Friday, April 6, 2012

After the verdict

And what shall we do after the Supreme Court rules on Patient Protection and Affordable Care Act (PPACA) (commonly referred to as Obama care).  I have heard many of our fellow citizens worrying that if the Supreme Court finds PPACA unconstitutional  we will be back to "square one".

An article was published in the Wall Street Journal on 4/3/12 which discusses this subject.  The author of the article is John H. Cochrane a professor of finance at the University of Chicago Booth School of Business and an adjunct scholar at the Cato Institute.  The complete article is available on the Cato Institute website at this link:



The following are some of the highlights of this article:

The country can have a vibrant market for individual health insurance. Insurance proper is what pays for unplanned large expenses, not for regular, predictable expenses. Insurance policies should be "guaranteed renewable": The policy should include a right to purchase insurance in the future, no matter if you get sick. And insurance should follow you from job to job, and if you move across state lines.
Why don't we have such markets? Because the government has regulated them out of existence.
Most pathologies in the current system are creatures of previous laws and regulations. Solicitor General Donald Verrilli explained as much in his opening statement to the Supreme Court: "The individual market does not provide affordable health insurance," he noted, "because the multibillion dollar subsidies that are available" for the "employer market are not available in the individual market."
Start with the tax deduction employers can take for their contributions to group health-insurance policies — but which they cannot take for making contributions to employees for individual, portable insurance policies. This is why you have insurance only so long as you stay with one employer, and why you face pre-existing conditions exclusions if you change jobs.
Continue with the endless mandates (both state and federal) on insurance companies to provide all sorts of benefits people would otherwise not choose to buy. It sounds great to "make insurance companies pay" for acupuncture. But that raises the premiums, and then people choose not to buy the insurance. Instead of these mandates, at least allow people to buy insurance that only covers the big expenses.
.....But the expenses of emergency room treatment for indigent uninsured people are not health-care's central cost problem. Costs are rising because people who do have insurance, and their doctors, overuse health services and don't shop on price, and because regulations have salted insurance with ever more coverage for them to overuse.
Meanwhile, staggeringly inefficient markets for health care itself need a thorough, competition-focused deregulation. Americans will know there's a healthy market when hospitals post prices on their websites, and when new hospital and health-care businesses routinely enter to challenge the old ones. Here too regulations keep competition at bay.
The number of new doctors is still restricted, thanks to Congress and the American Medical Association. Congress caps the number of residencies, the AMA has fought the expansion of medical schools, state tests make it difficult for foreign doctors to work here, and on and on.
There are hundreds of government impediments to competition. New hospitals?
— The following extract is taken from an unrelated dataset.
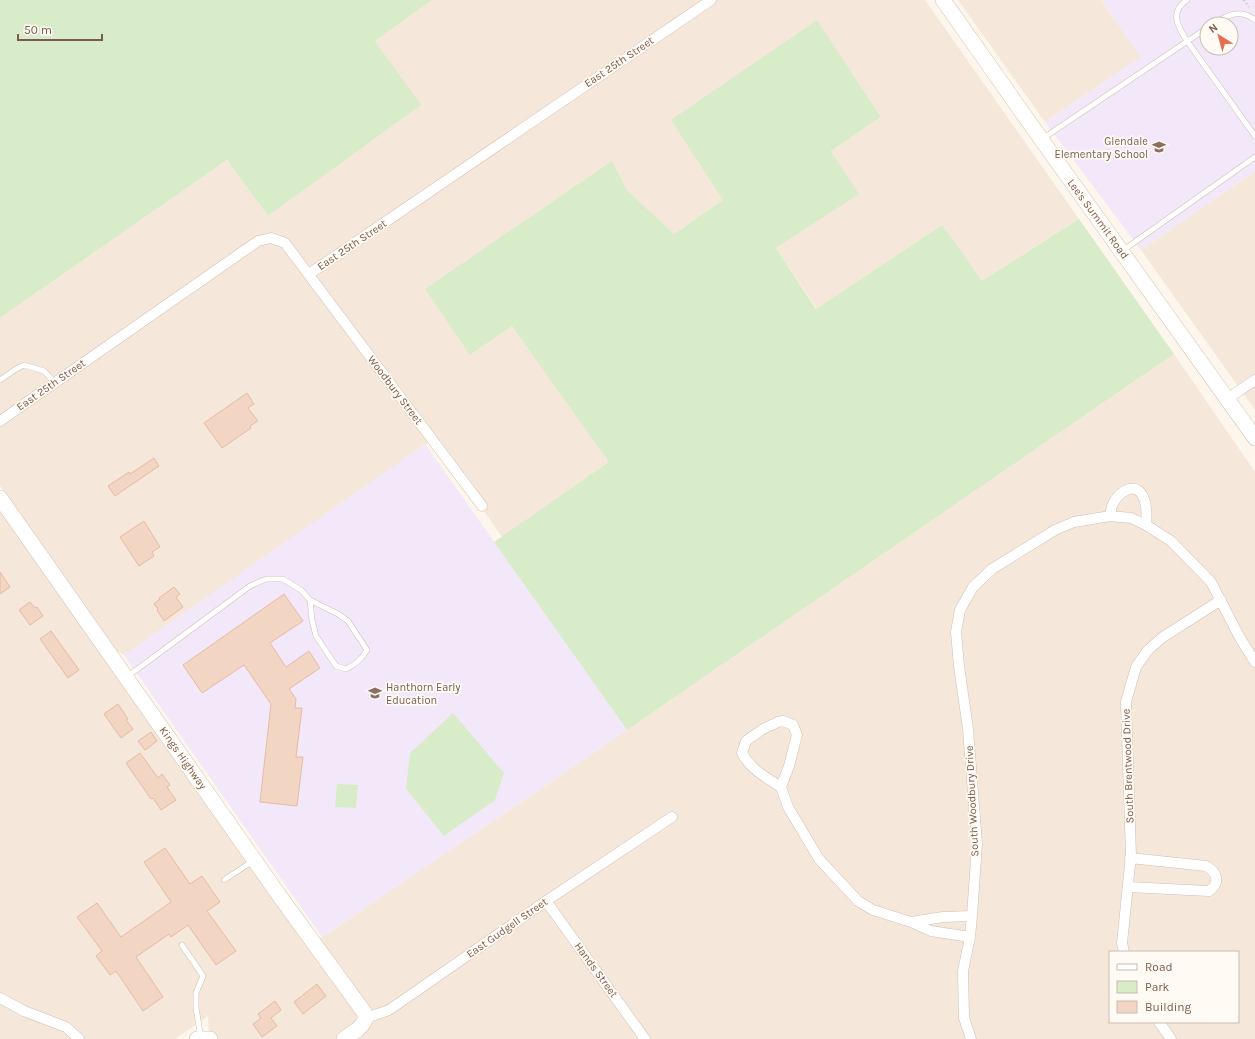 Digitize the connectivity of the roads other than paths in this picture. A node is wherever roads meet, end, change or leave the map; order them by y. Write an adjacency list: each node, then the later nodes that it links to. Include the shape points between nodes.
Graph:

In my home state of Illinois {this is the case in Hawaii also}, every new hospital, expansion of an existing facility or major equipment purchase must obtain a "certificate of need" from the Illinois Health Facilities Planning Board. The board does a great job of insulating existing hospitals from competition if they are well connected politically. Imagine the joy United Airlines would feel if Southwest had to get a "certificate of need" before moving in to a new city — or the pleasure Sears would have if Wal-Mart had to do so — and all it took was a small contribution to a well-connected official.